A Comparative Study of the 3D Structure of Myoglobin and its Affect on the Physiology of Terrestrial and Aquatic Mammals

Sperm whales dive deeper than two kilometers and swim for up to 90 minutes while searching for prey. Underwater, they depend on previously inhaled oxygen molecules. Myoglobin (Mb) contributes to this process by binding and storing oxygen until the time of need, and then releasing it, providing oxygen within muscle cells for aerobic respiration. Although the molecular structure of Mb was solved more than five decades ago, its unique connection to the physiology of underwater lifestyles has only recently come to light. Surprisingly, aquatic and terrestrial mammals differ in the net surface charge (Z) of their Mb protein, as calculated by summing up all the positively and negatively charged surface residues. For instance, sperm whales' Mb (pdb 1MBN) has a Z of +4, while aardvarks' Mb has a Z of +0.25. It thus seems possible that aquatic mammals' larger oxygen supply results from their Mb's greater net surface charge, as the greater the net surface charge leads to more repulsion between Mb proteins and subsequent increase in the amount of Mb which may be packed into each cell.
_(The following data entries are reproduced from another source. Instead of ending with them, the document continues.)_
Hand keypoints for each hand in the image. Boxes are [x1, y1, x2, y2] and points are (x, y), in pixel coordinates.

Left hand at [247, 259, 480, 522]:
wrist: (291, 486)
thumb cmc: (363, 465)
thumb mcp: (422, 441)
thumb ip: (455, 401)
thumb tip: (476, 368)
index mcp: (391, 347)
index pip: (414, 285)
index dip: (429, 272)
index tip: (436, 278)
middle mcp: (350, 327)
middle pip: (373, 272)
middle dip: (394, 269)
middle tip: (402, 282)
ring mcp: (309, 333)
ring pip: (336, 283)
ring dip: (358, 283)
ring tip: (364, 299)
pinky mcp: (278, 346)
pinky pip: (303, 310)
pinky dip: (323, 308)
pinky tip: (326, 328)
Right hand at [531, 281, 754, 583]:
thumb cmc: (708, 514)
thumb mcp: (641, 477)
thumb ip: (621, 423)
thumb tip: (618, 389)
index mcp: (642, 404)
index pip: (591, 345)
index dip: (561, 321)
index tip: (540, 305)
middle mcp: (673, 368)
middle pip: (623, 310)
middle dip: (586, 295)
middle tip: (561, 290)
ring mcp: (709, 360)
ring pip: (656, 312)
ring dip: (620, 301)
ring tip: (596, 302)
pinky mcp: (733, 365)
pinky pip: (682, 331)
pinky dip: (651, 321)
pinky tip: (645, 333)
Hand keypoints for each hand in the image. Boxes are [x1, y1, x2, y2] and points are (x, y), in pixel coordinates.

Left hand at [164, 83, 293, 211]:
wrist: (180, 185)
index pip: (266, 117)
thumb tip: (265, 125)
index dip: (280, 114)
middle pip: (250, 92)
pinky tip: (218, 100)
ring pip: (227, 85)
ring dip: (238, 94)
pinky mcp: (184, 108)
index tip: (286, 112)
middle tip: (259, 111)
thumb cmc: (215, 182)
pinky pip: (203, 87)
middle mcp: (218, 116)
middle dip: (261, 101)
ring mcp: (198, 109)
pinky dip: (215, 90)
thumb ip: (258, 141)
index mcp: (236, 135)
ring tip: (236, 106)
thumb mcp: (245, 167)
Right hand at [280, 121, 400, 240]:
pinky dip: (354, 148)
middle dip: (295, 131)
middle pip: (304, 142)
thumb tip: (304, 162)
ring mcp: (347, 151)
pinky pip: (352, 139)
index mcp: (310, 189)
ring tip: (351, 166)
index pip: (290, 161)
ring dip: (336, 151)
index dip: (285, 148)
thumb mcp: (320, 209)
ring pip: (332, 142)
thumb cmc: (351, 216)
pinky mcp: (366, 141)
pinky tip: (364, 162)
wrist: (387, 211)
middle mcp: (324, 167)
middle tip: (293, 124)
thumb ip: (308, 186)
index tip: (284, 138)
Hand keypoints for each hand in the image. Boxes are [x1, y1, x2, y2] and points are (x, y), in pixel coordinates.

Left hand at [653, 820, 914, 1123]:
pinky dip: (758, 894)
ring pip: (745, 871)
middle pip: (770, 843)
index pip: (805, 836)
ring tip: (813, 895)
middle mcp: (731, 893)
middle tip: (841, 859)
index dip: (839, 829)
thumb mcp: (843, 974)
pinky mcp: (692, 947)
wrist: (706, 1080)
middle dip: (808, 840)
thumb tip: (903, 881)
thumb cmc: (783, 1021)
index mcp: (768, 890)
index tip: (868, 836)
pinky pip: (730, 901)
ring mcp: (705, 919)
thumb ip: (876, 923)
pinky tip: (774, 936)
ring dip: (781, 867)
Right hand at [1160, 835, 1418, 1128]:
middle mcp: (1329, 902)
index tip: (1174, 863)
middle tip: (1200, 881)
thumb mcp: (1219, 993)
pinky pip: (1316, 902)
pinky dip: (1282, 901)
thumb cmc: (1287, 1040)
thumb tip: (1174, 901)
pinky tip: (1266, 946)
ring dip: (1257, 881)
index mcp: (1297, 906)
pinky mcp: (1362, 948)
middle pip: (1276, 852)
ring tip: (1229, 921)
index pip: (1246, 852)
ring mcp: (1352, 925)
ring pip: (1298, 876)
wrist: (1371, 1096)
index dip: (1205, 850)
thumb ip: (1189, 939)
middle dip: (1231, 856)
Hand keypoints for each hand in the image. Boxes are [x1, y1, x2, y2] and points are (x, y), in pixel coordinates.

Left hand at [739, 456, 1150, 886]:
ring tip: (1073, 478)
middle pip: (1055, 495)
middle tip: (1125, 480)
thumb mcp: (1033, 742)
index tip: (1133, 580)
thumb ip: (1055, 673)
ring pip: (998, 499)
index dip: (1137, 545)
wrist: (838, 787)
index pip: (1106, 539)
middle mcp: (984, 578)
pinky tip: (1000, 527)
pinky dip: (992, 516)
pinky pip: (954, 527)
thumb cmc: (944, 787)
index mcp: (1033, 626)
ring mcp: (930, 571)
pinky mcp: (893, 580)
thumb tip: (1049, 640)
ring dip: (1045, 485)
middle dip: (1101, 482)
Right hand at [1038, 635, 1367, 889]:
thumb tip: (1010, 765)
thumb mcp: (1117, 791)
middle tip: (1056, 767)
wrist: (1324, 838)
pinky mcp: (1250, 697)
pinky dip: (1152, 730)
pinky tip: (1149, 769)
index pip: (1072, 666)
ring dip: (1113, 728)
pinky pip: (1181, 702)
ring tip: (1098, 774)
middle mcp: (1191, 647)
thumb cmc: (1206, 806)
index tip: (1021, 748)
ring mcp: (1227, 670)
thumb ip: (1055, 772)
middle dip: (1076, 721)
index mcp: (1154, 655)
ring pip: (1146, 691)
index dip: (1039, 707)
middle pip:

Terrestrial animals have myoglobin with a more neutral net surface charge and therefore cannot increase oxygen storage in muscle by increasing the number of Mb, since the Mb will stick to each other at high concentrations. The Hostos‐Lincoln Academy SMART (Students Modeling A Research Topic) Team created a physical model using 3D printing technology of an alignment of sperm whale Mb pdb file 1MBN and aardvark Mb, pdb file 1EMY. We further compared multiple Mb structures of aquatic and terrestrial mammals to verify the significance of Mb net surface charge to the physiology of deep diving mammals.